Wednesday, July 02, 2008

 

Starbucks: We're Adding Products! Doing Great! Oh ... and Closing Stores

Yesterday, Starbucks announced that it would be closing "600 underperforming company-operated stores in the U.S. market, which includes our previously announced plans to close 100 stores," according to A Message from Howard. He started with all the wonderful things that happened since becoming CEO again, and mentioned such upcoming things as the introduction of "healthy, good-for-you beverages" starting July 15. (Healthy? Good-for-you? Is this still a coffee spot?)
In addition, in Southern California, we will introduce a refreshing, indulgent cold iced beverage. Steeped in Italian heritage, it will be an exclusive product that our customers can only find at Starbucks.
Sure, other companies will probably call it something else once they lift the concept. But then came the bad news - under performing stores would close, full- and part-time employees would lose their jobs. At least they say they'll be offering employees either a position at a nearby store (though once you're out of major cities, heaven knows what "nearby" will mean) or some severance. And given how they have benefits even for many part-time workers, I can't fault them. The chain simply expanded faster than its audience.

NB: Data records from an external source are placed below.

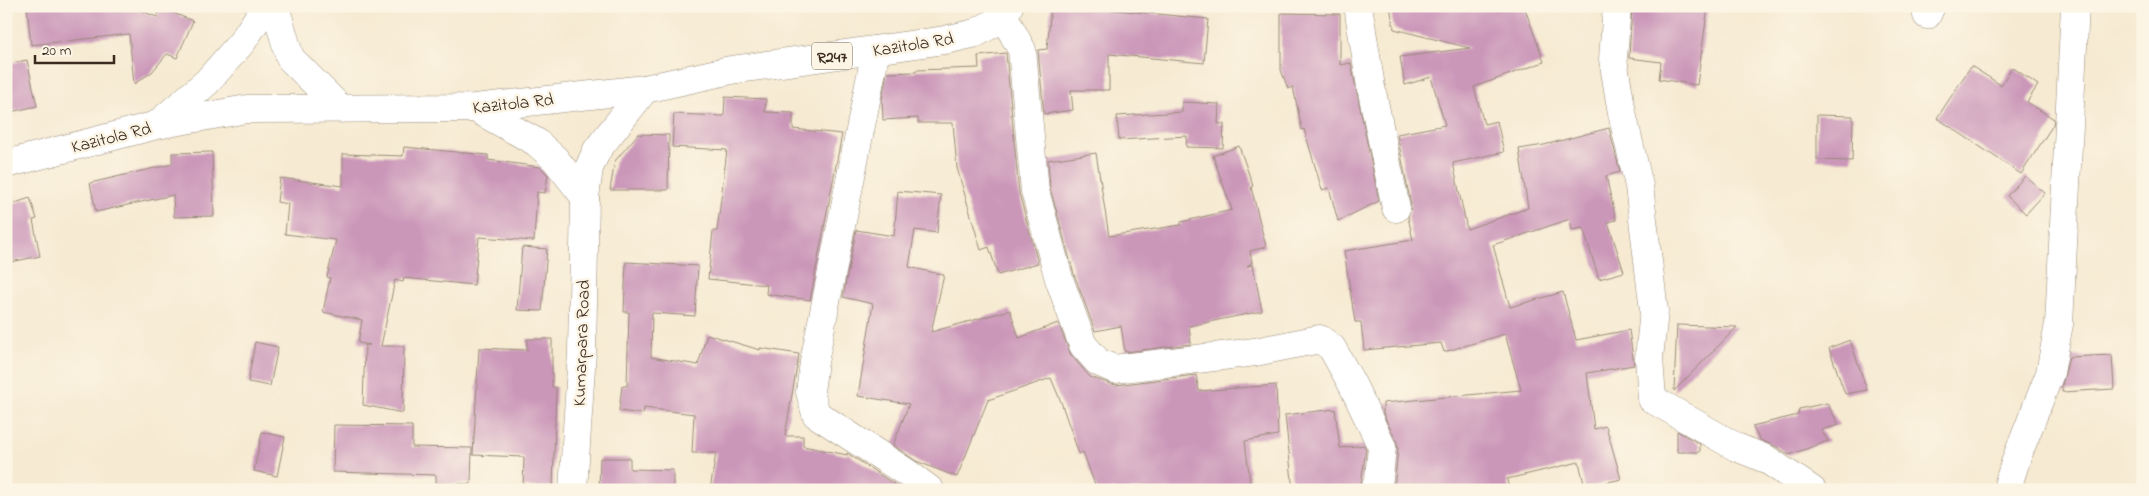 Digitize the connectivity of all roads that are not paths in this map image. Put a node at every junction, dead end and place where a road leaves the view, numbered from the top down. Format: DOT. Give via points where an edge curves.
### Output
graph roads {
  1 [pos="266,6"];
  2 [pos="275,6"];
  3 [pos="1358,6"];
  4 [pos="1617,6"];
  5 [pos="2076,6"];
  6 [pos="1007,12"];
  7 [pos="876,50"];
  8 [pos="645,89"];
  9 [pos="475,108"];
  10 [pos="341,109"];
  11 [pos="157,125"];
  12 [pos="6,164"];
  13 [pos="585,197"];
  14 [pos="1396,208"];
  15 [pos="573,490"];
  16 [pos="930,490"];
  17 [pos="1375,490"];
  18 [pos="1812,490"];
  19 [pos="2011,490"];
  1 -- 11 [label="street" via="242,42 206,82"];
  2 -- 10 [label="street" via="290,58"];
  3 -- 14 [label="street"];
  4 -- 18 [label="street" via="1613,59 1639,186 1654,311 1649,358 1652,400 1736,447 1766,459"];
  5 -- 19 [label="street" via="2059,324 2050,373 2008,482"];
  6 -- 7 [label="street, Kazitola Rd / R247" via="976,33"];
  6 -- 17 [label="street" via="1022,50 1035,191 1059,279 1083,345 1098,362 1114,369 1254,352 1320,339 1332,348 1382,447"];
  7 -- 8 [label="street, Kazitola Rd / R247" via="731,70"];
  7 -- 16 [label="street" via="810,392 816,414"];
  8 -- 9 [label="street, Kazitola Rd"];
  8 -- 13 [label="street, Kumarpara Road" via="597,150 589,168"];
  9 -- 10 [label="street, Kazitola Rd"];
  9 -- 13 [label="street" via="536,142 555,159"];
  10 -- 11 [label="street, Kazitola Rd" via="247,109"];
  11 -- 12 [label="street, Kazitola Rd"];
  13 -- 15 [label="street, Kumarpara Road" via="582,352"];
}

I even have some sympathy for CEO Schultz. Clearly he's been torn between the business becoming enormous and wanting the atmosphere of a cafe with comfortable seats for deliberate loitering over a cup of coffee and the smell of freshly ground beans in the air. But you can't be big and neighborhood at the same time, which shows that even success doesn't mean that you'll be happy and free of conflict.

Now, if only they'd stop over-roasting their beans.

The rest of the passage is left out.